Jemima Walker: Any company not investing in cloud computing will fail to reap the benefits of the technology. Nowadays this goes beyond simply migrating some operations to the cloud but also taking advantage of its many use cases across pharma. For example, a company such as AstraZeneca using the cloud to increase the speed of its drug discovery and development activities, will see better performance in the future than Innovent Biologics, a Chinese developer of antibody therapies that does not invest in cloud to bring drugs to market.
Lara Virrey: What are the biggest barriers to implementation of cloud computing in the pharma industry?
Jemima Walker: Data privacy and sovereignty are two of the largest barriers to the implementation of cloud computing in the pharma industry. Moving data from in-house corporate data centres to the cloud could open businesses up to a higher risk of cyberattack, as data is no longer kept behind company firewalls.
However, this is very dependent on the company’s own cybersecurity capabilities versus the cybersecurity capabilities of a vendor. Large cloud vendors will have teams of hundreds dedicated to data privacy and governance, which will be more effective than the considerably smaller cybersecurity teams of small pharma companies.

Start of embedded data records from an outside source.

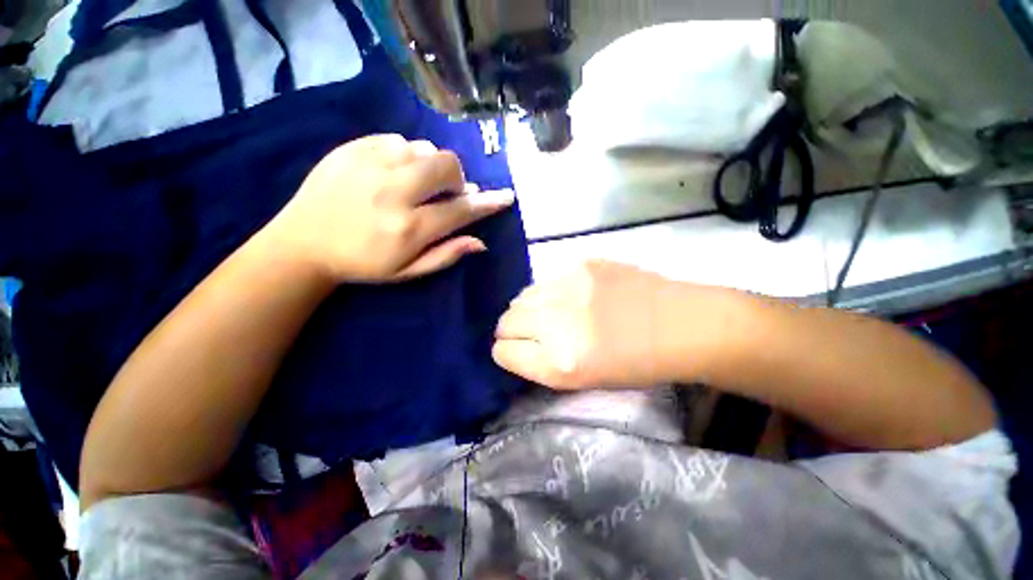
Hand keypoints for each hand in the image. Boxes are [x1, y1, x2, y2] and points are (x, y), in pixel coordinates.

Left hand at [268, 134, 514, 282]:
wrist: (302, 244)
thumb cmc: (362, 264)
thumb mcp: (408, 272)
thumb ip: (446, 255)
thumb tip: (480, 242)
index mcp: (408, 228)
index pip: (460, 211)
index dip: (488, 203)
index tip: (507, 196)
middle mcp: (393, 192)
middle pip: (446, 166)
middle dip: (457, 179)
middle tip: (447, 193)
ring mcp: (370, 165)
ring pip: (423, 149)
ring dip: (431, 166)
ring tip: (418, 183)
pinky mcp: (352, 149)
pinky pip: (397, 140)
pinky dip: (407, 154)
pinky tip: (396, 171)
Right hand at [493, 261, 683, 389]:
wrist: (681, 325)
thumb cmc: (635, 363)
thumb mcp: (582, 379)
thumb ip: (540, 361)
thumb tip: (514, 342)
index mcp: (559, 363)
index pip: (502, 351)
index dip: (507, 352)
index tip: (518, 350)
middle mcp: (556, 322)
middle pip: (505, 321)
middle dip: (512, 330)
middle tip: (534, 332)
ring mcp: (569, 286)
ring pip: (521, 296)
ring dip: (529, 308)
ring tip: (553, 313)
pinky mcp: (582, 264)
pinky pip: (547, 280)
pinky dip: (550, 292)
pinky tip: (573, 296)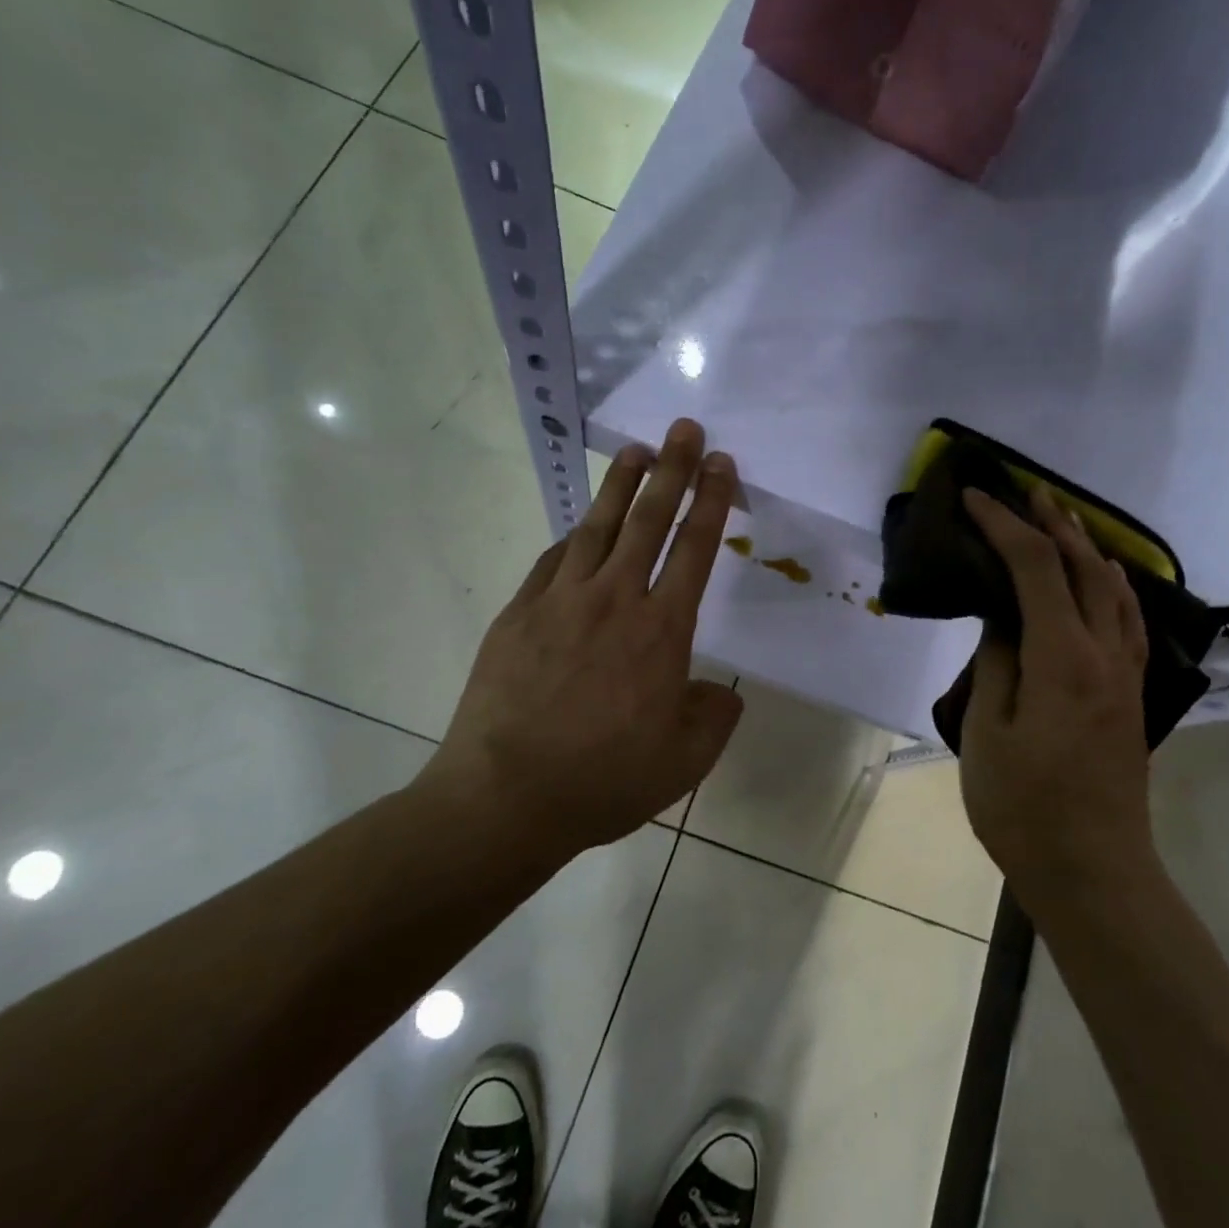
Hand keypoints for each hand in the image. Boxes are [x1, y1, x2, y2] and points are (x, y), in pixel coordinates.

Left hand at [410, 418, 744, 859]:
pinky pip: (553, 561)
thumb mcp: (685, 762)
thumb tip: (721, 692)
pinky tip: (580, 529)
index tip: (722, 464)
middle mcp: (615, 601)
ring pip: (597, 528)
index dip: (712, 502)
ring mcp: (560, 602)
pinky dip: (573, 538)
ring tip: (637, 452)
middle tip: (685, 429)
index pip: (695, 550)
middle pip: (649, 521)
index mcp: (662, 631)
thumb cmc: (605, 780)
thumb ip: (714, 719)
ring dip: (620, 486)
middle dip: (673, 470)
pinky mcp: (519, 614)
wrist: (506, 798)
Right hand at [957, 485, 1153, 890]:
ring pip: (1114, 591)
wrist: (1093, 870)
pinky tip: (1102, 582)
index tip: (974, 498)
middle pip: (1084, 569)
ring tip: (1063, 522)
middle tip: (1024, 491)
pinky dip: (1111, 586)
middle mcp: (1105, 654)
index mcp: (1064, 658)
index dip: (1004, 527)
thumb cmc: (1025, 808)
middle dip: (1053, 524)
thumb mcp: (987, 733)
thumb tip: (1003, 621)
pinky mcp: (1130, 696)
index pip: (1035, 569)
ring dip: (1087, 549)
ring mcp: (1126, 675)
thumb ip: (997, 664)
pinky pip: (1128, 620)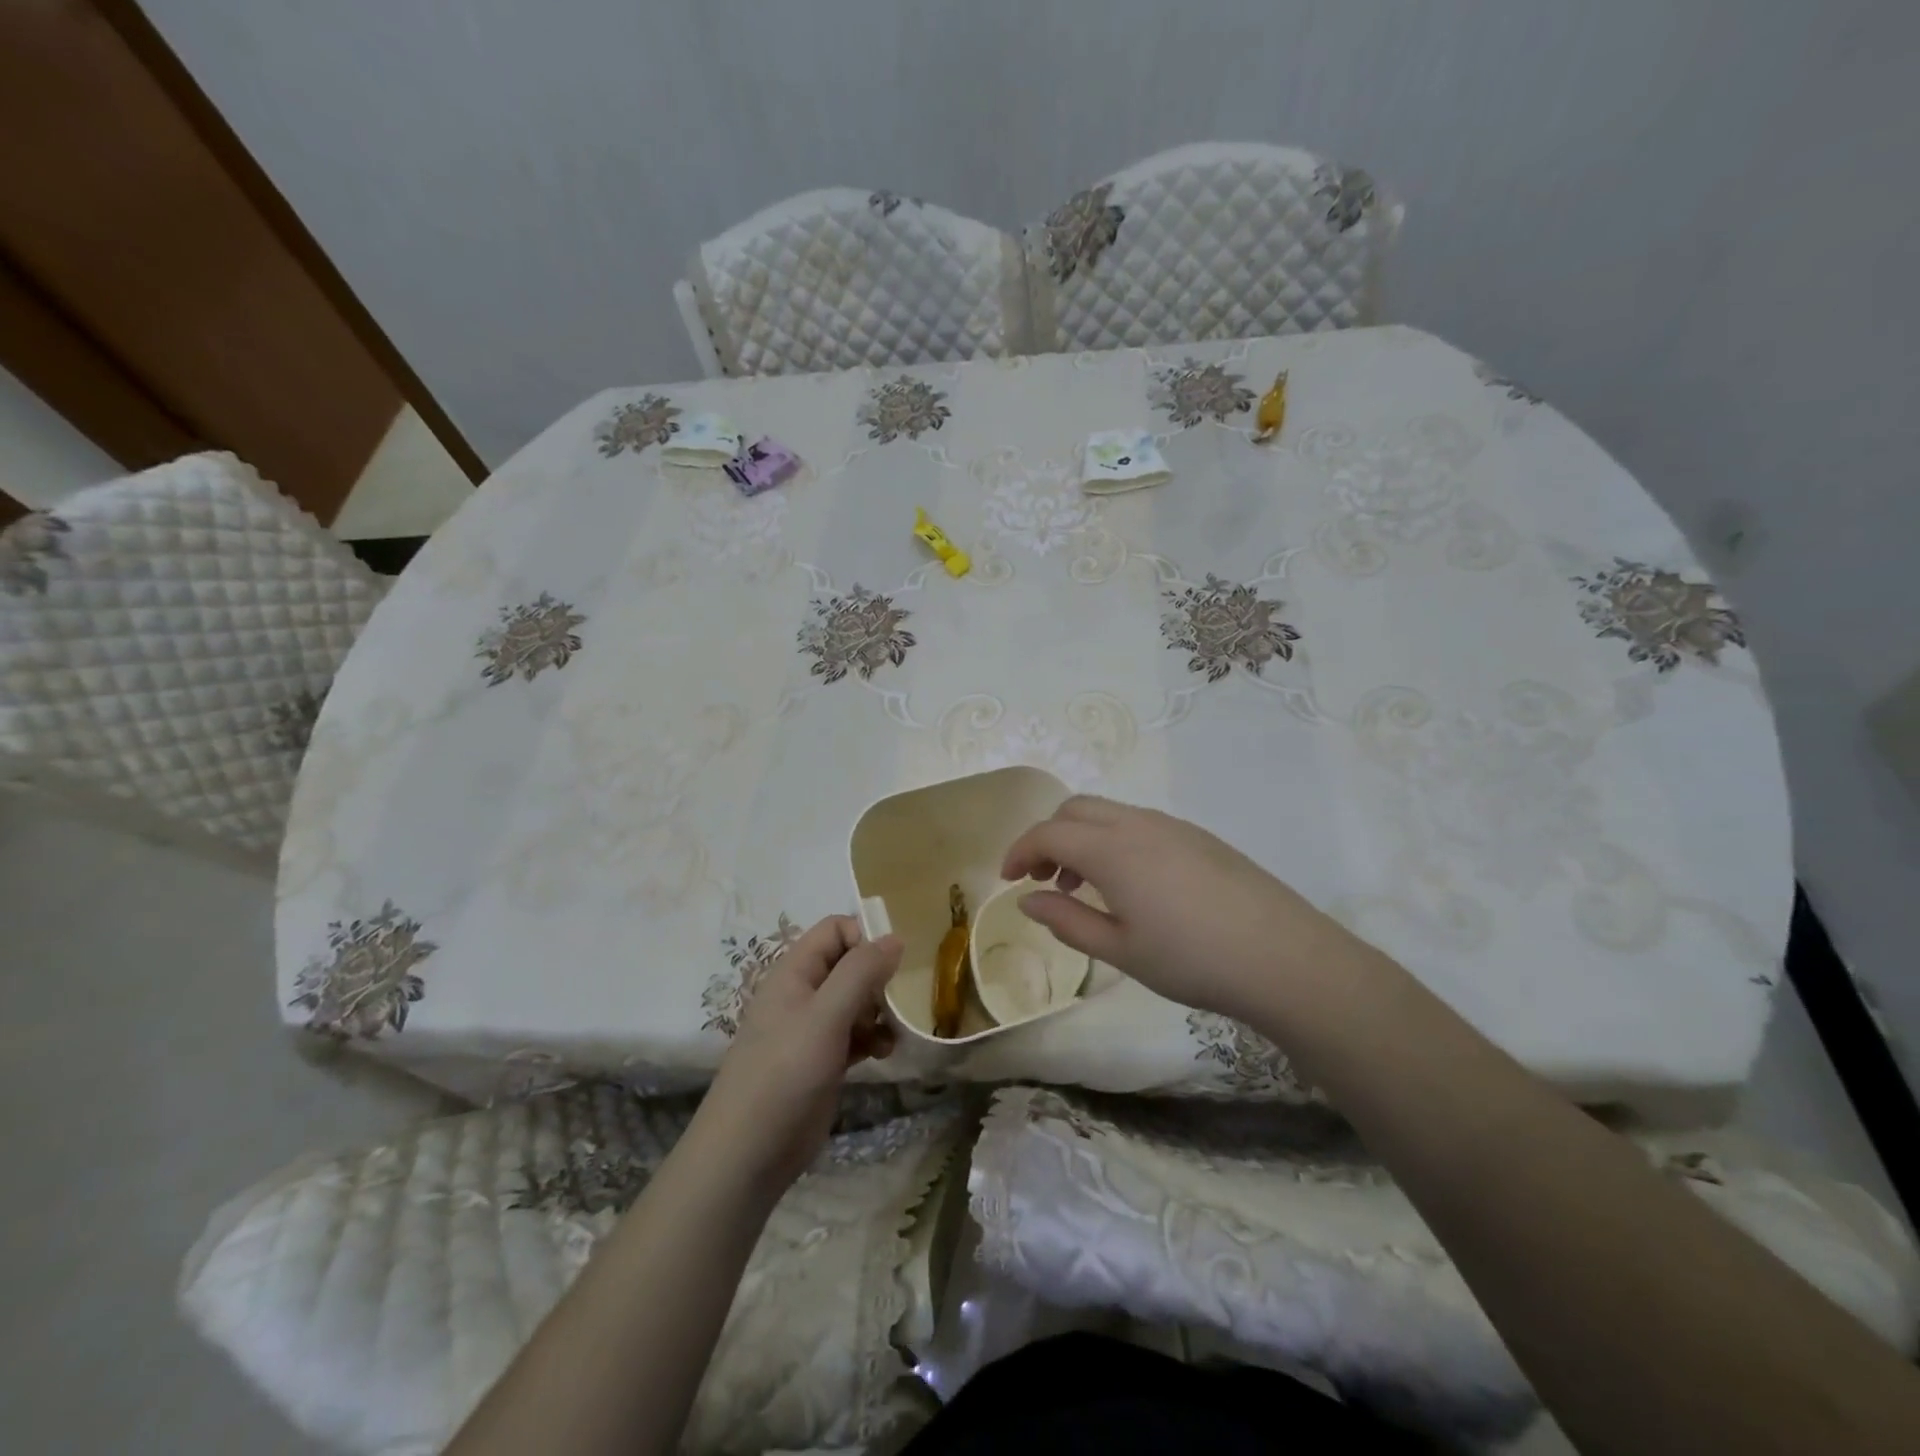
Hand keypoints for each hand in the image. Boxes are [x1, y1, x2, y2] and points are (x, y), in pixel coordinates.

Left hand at [697, 916, 899, 1193]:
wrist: (747, 1154)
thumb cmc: (784, 1074)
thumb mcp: (825, 1016)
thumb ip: (860, 973)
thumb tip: (894, 937)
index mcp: (794, 972)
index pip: (835, 930)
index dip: (864, 937)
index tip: (891, 965)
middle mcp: (803, 993)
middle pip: (849, 964)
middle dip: (878, 977)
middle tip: (899, 1000)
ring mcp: (812, 1029)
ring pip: (856, 1000)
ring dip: (880, 1010)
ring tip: (895, 1031)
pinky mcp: (823, 1060)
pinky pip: (855, 1034)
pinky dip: (873, 1038)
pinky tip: (885, 1054)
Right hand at [1002, 795, 1359, 1022]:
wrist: (1283, 957)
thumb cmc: (1192, 959)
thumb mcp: (1120, 950)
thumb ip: (1066, 921)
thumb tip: (1028, 900)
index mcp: (1112, 849)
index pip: (1048, 832)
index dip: (1020, 851)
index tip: (1008, 880)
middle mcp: (1138, 823)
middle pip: (1076, 809)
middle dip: (1049, 837)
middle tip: (1044, 880)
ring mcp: (1173, 826)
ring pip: (1109, 812)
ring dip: (1082, 838)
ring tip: (1084, 886)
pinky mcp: (1199, 837)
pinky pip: (1139, 823)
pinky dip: (1114, 840)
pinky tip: (1130, 885)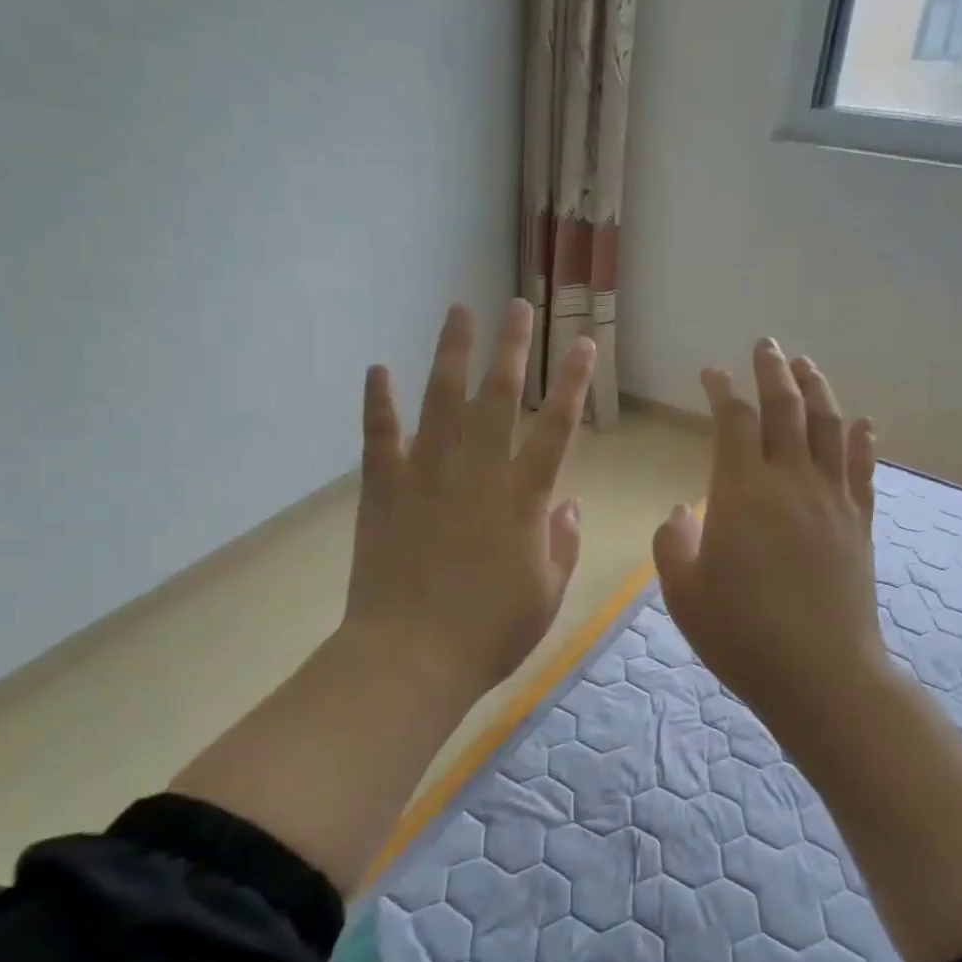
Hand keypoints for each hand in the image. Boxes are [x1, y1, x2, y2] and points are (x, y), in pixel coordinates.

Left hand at [343, 299, 594, 699]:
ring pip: (441, 399)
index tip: (584, 344)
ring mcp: (426, 474)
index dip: (574, 382)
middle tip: (519, 306)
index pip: (557, 426)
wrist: (412, 655)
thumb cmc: (489, 633)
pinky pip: (380, 435)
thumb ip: (562, 544)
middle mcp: (478, 471)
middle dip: (513, 347)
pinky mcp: (384, 488)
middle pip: (499, 396)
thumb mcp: (546, 595)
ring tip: (459, 310)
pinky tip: (378, 369)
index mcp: (523, 497)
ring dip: (451, 352)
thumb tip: (569, 503)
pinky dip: (379, 401)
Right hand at [653, 338, 886, 729]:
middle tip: (766, 345)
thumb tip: (683, 510)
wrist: (820, 674)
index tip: (712, 372)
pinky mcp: (859, 524)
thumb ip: (674, 542)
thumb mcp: (683, 592)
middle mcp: (790, 482)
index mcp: (742, 493)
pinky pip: (861, 470)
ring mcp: (832, 501)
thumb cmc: (740, 634)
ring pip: (827, 428)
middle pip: (785, 409)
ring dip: (817, 390)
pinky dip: (860, 441)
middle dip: (773, 372)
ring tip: (806, 365)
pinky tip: (861, 422)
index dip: (722, 391)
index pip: (733, 422)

Data sovereignty poses an issue for pharma wishing to work with cloud providers which do not have a data centre in the same country, thereby slowing adoption. Data sovereignty laws ensure that personal data is not accessed by other countries and jurisdictions, for some countries such as China and Russia this means keeping personal data within national borders.
To increase implementation of cloud computing in the pharma industry and overcome the barrier of data sovereignty, cloud vendors must deploy data centres in each market to store data domestically, but this will provide more challenges for the vendor with handling different internet governance regulations in the many countries it operates in.